Citrus is a family affair and soil is in Mark’s soul. His grandfather, Frank Bates, was a citrus pioneer. The family owned 900 acres of citrus groves in DeSoto & Indian River Counties, operating as Frank Bates Groves, Incorporated. Family has also owned the ‘pineapple’ property off Route 1 since the 1960s. Mark’s wife, Cindy, is the step-daughter of Fred Peterson, another well known “citrus” family.
Mark can be found most days, in the groves tending to the 25,000 plants that yield a “super sweet variety” of pineapple allowed “to ripen on the plant”. In the beginning (around 2003), Mark would collect & recycle discarded pineapple crowns from Publix and simply plant them in rows. After the plants flower (December through February), they take about 6 months to ripen. Harvesting generally occurs from July to September and he has quite a following that “swarms the roadside stand on Saturdays during the summer”! Chefs at Chelsea’s on Cardinal, John’s Island, Orchid Island, Windsor, Quail Valley, Osceola Bistro, Ocean Grill and other fine food establishments compete for these pineapples and buy what they can, year round.
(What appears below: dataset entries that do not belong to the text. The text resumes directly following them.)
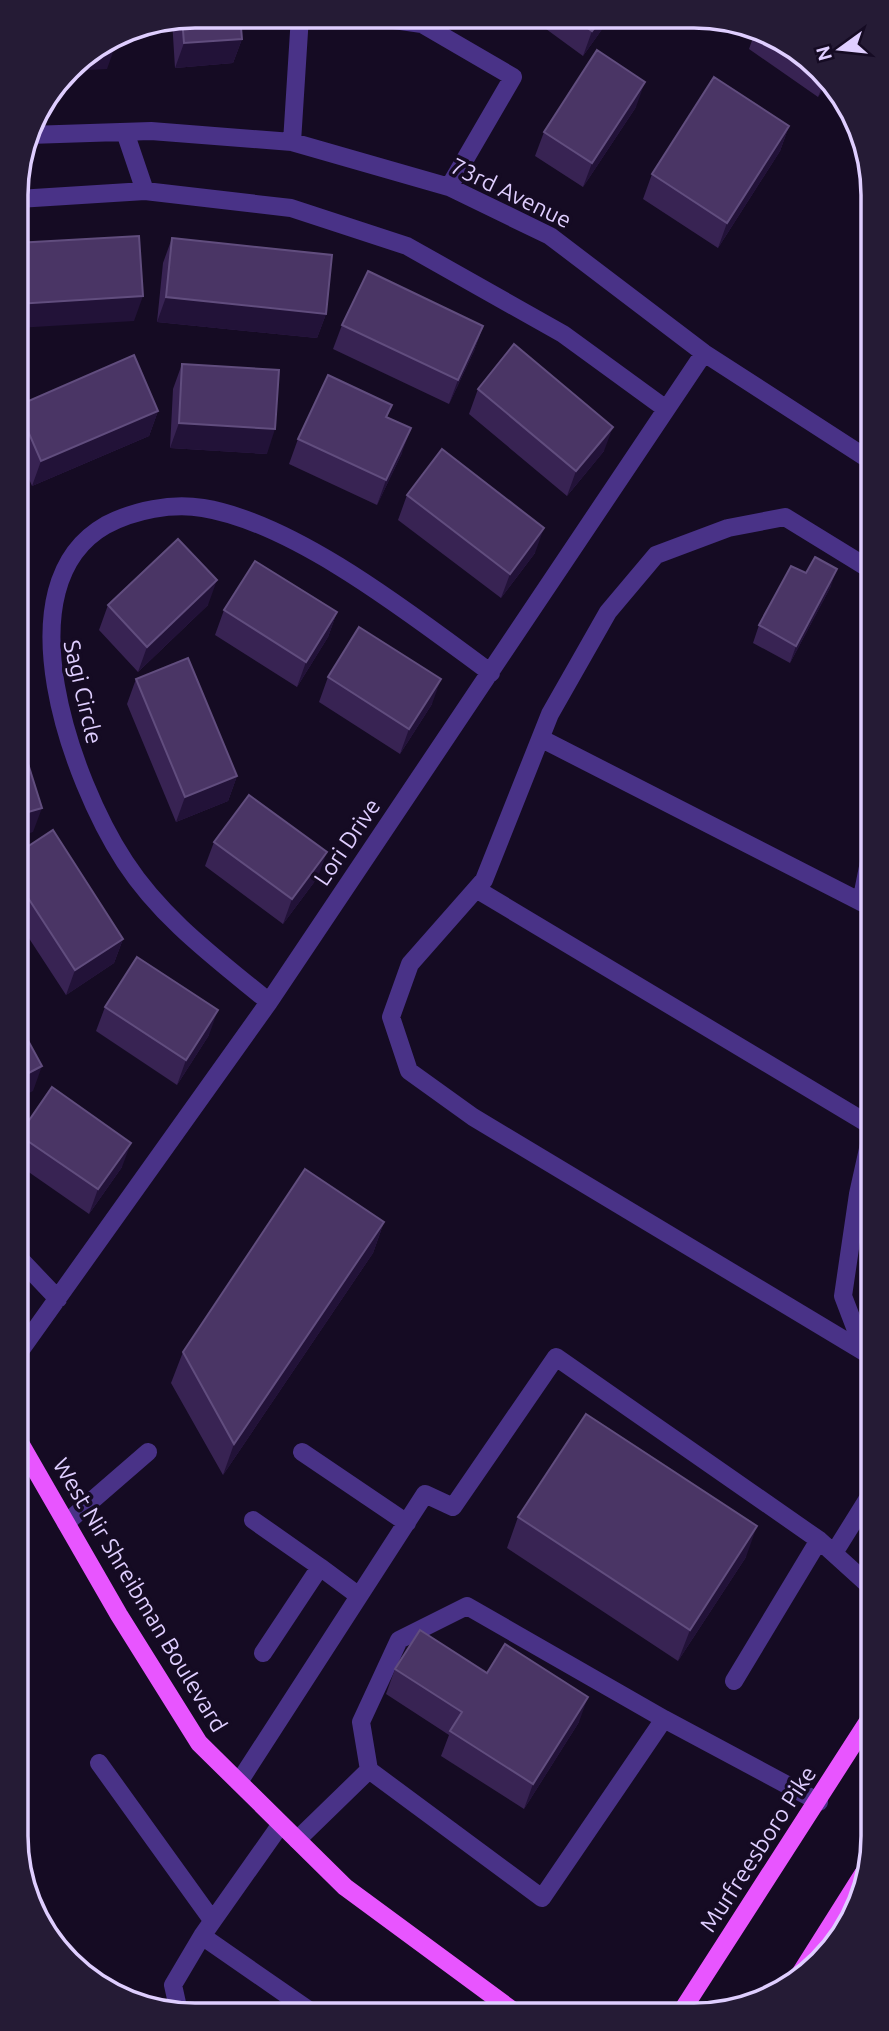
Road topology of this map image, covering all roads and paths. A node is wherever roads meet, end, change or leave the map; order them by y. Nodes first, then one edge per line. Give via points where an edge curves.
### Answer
1 (299, 28) edge
2 (429, 28) edge
3 (125, 132) junction
4 (40, 135) edge
5 (292, 142) junction
6 (449, 187) junction
7 (145, 191) junction
8 (28, 198) edge
9 (704, 353) junction
10 (666, 409) junction
11 (861, 454) edge
12 (861, 563) edge
13 (491, 673) junction
14 (542, 738) junction
15 (476, 889) junction
16 (861, 902) edge
17 (269, 1002) junction
18 (861, 1120) edge
19 (861, 1180) edge
20 (28, 1267) edge
21 (58, 1299) junction
22 (28, 1340) edge
23 (861, 1340) edge
24 (861, 1350) edge
25 (148, 1452) dead end
26 (302, 1452) dead end
27 (28, 1457) edge
28 (861, 1510) edge
29 (253, 1520) dead end
30 (407, 1522) junction
31 (66, 1523) junction
32 (819, 1540) junction
33 (834, 1553) junction
34 (850, 1565) junction
35 (320, 1567) junction
36 (861, 1568) edge
37 (861, 1576) edge
38 (359, 1596) junction
39 (263, 1653) dead end
40 (734, 1681) dead end
41 (664, 1719) junction
42 (861, 1733) edge
43 (99, 1763) dead end
44 (369, 1770) junction
45 (239, 1782) junction
46 (819, 1802) junction
47 (281, 1824) junction
48 (298, 1840) junction
49 (849, 1899) edge
50 (212, 1920) junction
51 (202, 1936) junction
52 (823, 1942) edge
53 (177, 2002) edge
54 (298, 2003) edge
55 (502, 2003) edge
56 (687, 2003) edge

1 - 5 street
2 - 6 street via 513,77
3 - 4 street, 73rd Avenue
3 - 5 street, 73rd Avenue
3 - 7 street
5 - 6 street, 73rd Avenue
6 - 9 street, 73rd Avenue via 550,236
7 - 8 street
7 - 10 street via 291,208 407,246 563,334
9 - 10 street, Lori Drive
9 - 11 street, 73rd Avenue
10 - 13 street, Lori Drive
12 - 14 street via 785,517 727,528 656,555 608,612 550,715
13 - 17 street, Lori Drive
13 - 17 street, Sagi Circle via 359,580 298,543 239,517 202,508 157,508 124,515 74,548 47,604 44,640 73,761 125,862 169,918
14 - 15 street via 484,880
14 - 16 street
15 - 18 street
15 - 24 street via 406,974 391,1017 409,1070 473,1117
17 - 21 street, Lori Drive
19 - 23 street via 843,1296
20 - 21 street
21 - 22 street, Lori Drive
25 - 31 street
26 - 30 street
27 - 31 main road, West Nir Shreibman Boulevard
28 - 33 street
29 - 35 street
30 - 32 street via 425,1494 453,1507 556,1357
30 - 38 street
31 - 45 main road, West Nir Shreibman Boulevard via 199,1744
32 - 33 street
32 - 40 street
33 - 34 street
34 - 36 street
34 - 37 street
35 - 38 street
35 - 39 street
38 - 45 street
41 - 44 street via 542,1898
41 - 44 street via 467,1606 399,1640 361,1722
41 - 46 street
42 - 46 main road, Murfreesboro Pike
43 - 50 street
44 - 48 street
45 - 47 main road, West Nir Shreibman Boulevard
46 - 56 main road, Murfreesboro Pike
47 - 48 main road, West Nir Shreibman Boulevard
47 - 50 street
48 - 55 main road, West Nir Shreibman Boulevard via 345,1887
49 - 52 main road
50 - 51 street
51 - 53 street via 173,1985
51 - 54 street

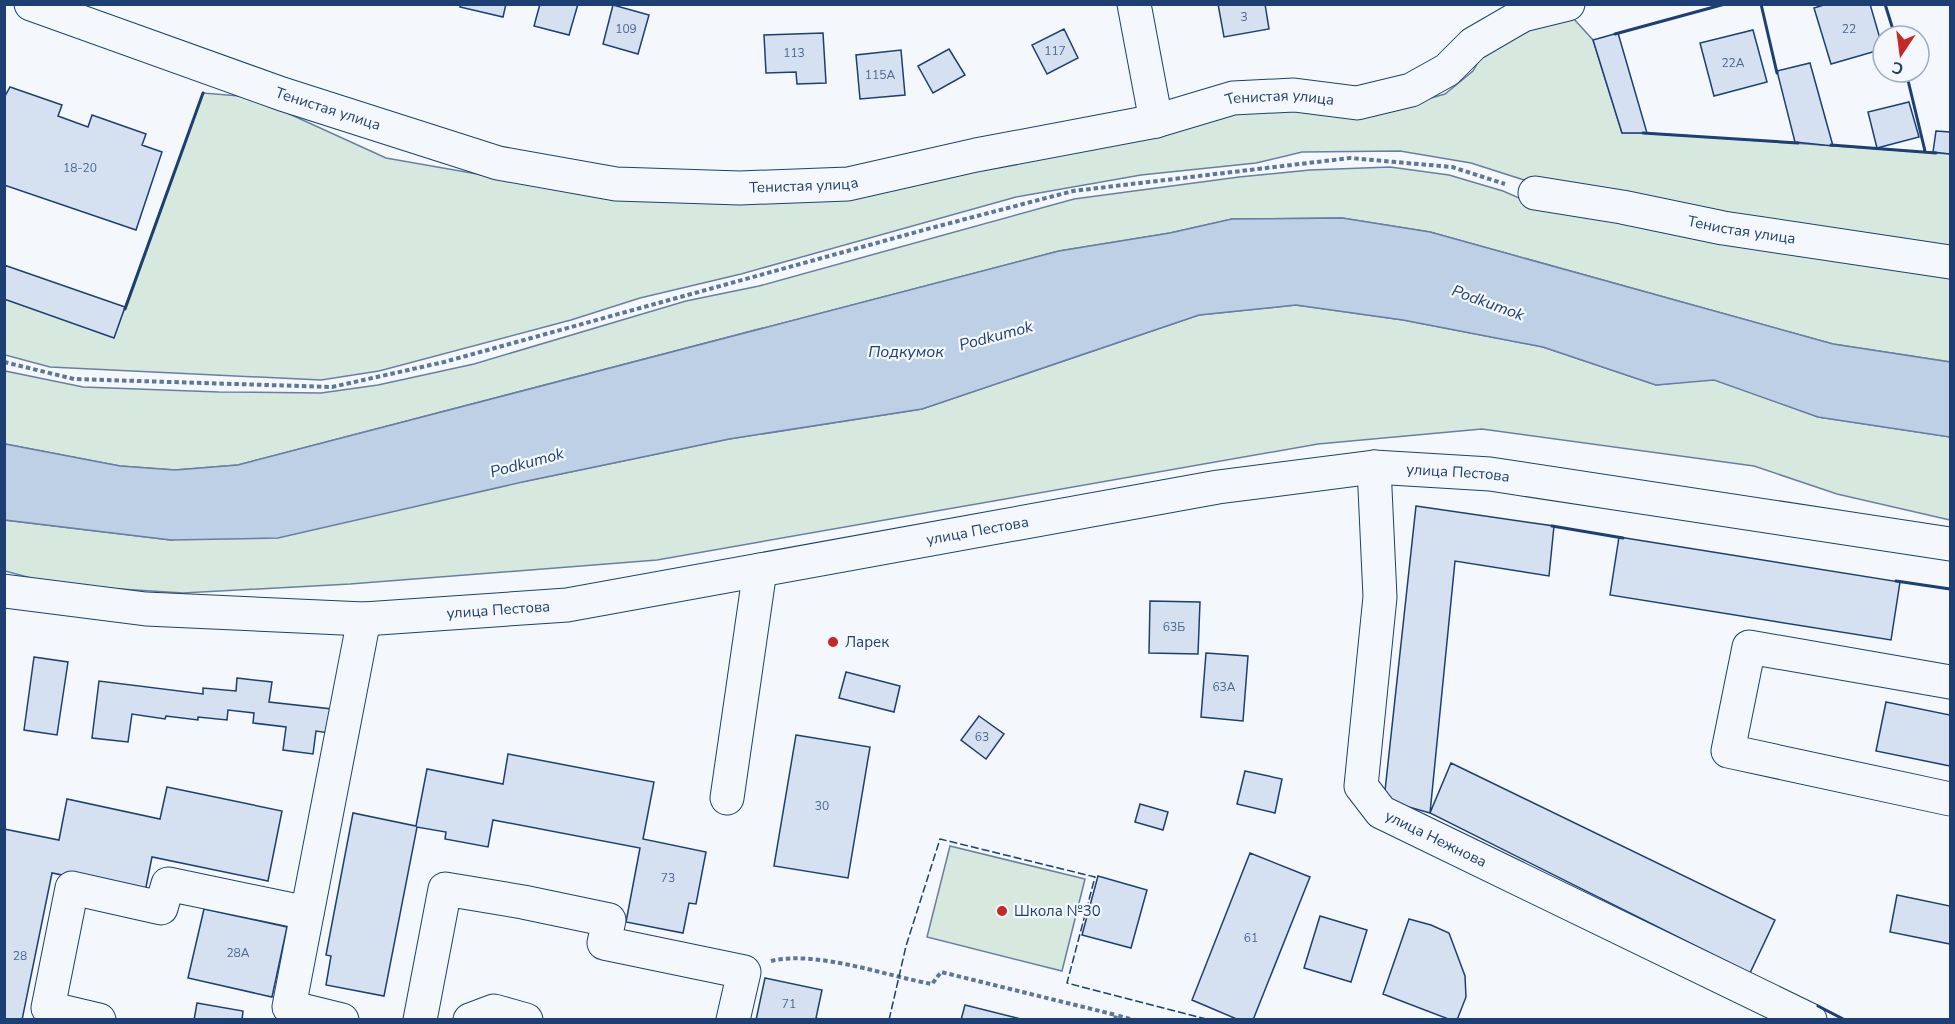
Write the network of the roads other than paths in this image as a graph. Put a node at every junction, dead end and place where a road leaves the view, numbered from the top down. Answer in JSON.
{"nodes":[{"id":1,"x":31,"y":4,"type":"edge"},
{"id":2,"x":1134,"y":4,"type":"edge"},
{"id":3,"x":1568,"y":4,"type":"edge"},
{"id":4,"x":98,"y":16,"type":"edge"},
{"id":5,"x":1156,"y":121,"type":"junction"},
{"id":6,"x":1534,"y":193,"type":"road end"},
{"id":7,"x":1950,"y":262,"type":"edge"},
{"id":8,"x":1374,"y":467,"type":"junction"},
{"id":9,"x":1950,"y":544,"type":"edge"},
{"id":10,"x":760,"y":570,"type":"junction"},
{"id":11,"x":4,"y":591,"type":"edge"},
{"id":12,"x":364,"y":619,"type":"junction"},
{"id":13,"x":1950,"y":682,"type":"edge"},
{"id":14,"x":727,"y":798,"type":"dead end"},
{"id":15,"x":1950,"y":799,"type":"edge"},
{"id":16,"x":307,"y":913,"type":"junction"},
{"id":17,"x":284,"y":1013,"type":"edge"},
{"id":18,"x":99,"y":1020,"type":"edge"},
{"id":19,"x":342,"y":1020,"type":"edge"},
{"id":20,"x":420,"y":1020,"type":"edge"},
{"id":21,"x":470,"y":1020,"type":"edge"},
{"id":22,"x":526,"y":1020,"type":"edge"},
{"id":23,"x":733,"y":1020,"type":"edge"},
{"id":24,"x":1810,"y":1020,"type":"edge"}],
"edges":[{"from":1,"to":4,"type":"street","name":"Тенистая улица"},
{"from":2,"to":5,"type":"street"},
{"from":3,"to":5,"type":"street","name":"Тенистая улица"},
{"from":4,"to":5,"type":"street","name":"Тенистая улица"},
{"from":6,"to":7,"type":"street","name":"Тенистая улица"},
{"from":8,"to":9,"type":"street","name":"улица Пестова"},
{"from":8,"to":10,"type":"street","name":"улица Пестова"},
{"from":8,"to":24,"type":"street","name":"улица Нежнова"},
{"from":10,"to":12,"type":"street","name":"улица Пестова"},
{"from":10,"to":14,"type":"street"},
{"from":11,"to":12,"type":"street","name":"улица Пестова"},
{"from":12,"to":16,"type":"street"},
{"from":13,"to":15,"type":"street"},
{"from":16,"to":17,"type":"street"},
{"from":16,"to":18,"type":"street"},
{"from":17,"to":19,"type":"street"},
{"from":20,"to":23,"type":"street"},
{"from":21,"to":22,"type":"street"}]}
Pineapple has been savored and considered a symbol of hospitality since the days of the early American colonies. The fruit’s legacy in the U.S. began with the sea captains of New England, who sailed among the Caribbean Islands and returned to the colonies bearing their cargo of fruits, spices and rum. Sea captains would spear a pineapple on a fence post outside their homes to inform friends of their safe return from sea. The pineapple was an invitation for them to visit, share food and drink, and listen to tales of their latest adventures & voyages.
These fruits of Mark’s labors, are yet another example of the wonderful treasures found in and around our Treasure Coast. Whether you take a drive up Route 1 to find Pineapple Man’s “hidden” gem or savor the flavor at a local restaurant, DO take the time to sample these sweet treats. Once you do, pineapple from any other source shall never compare!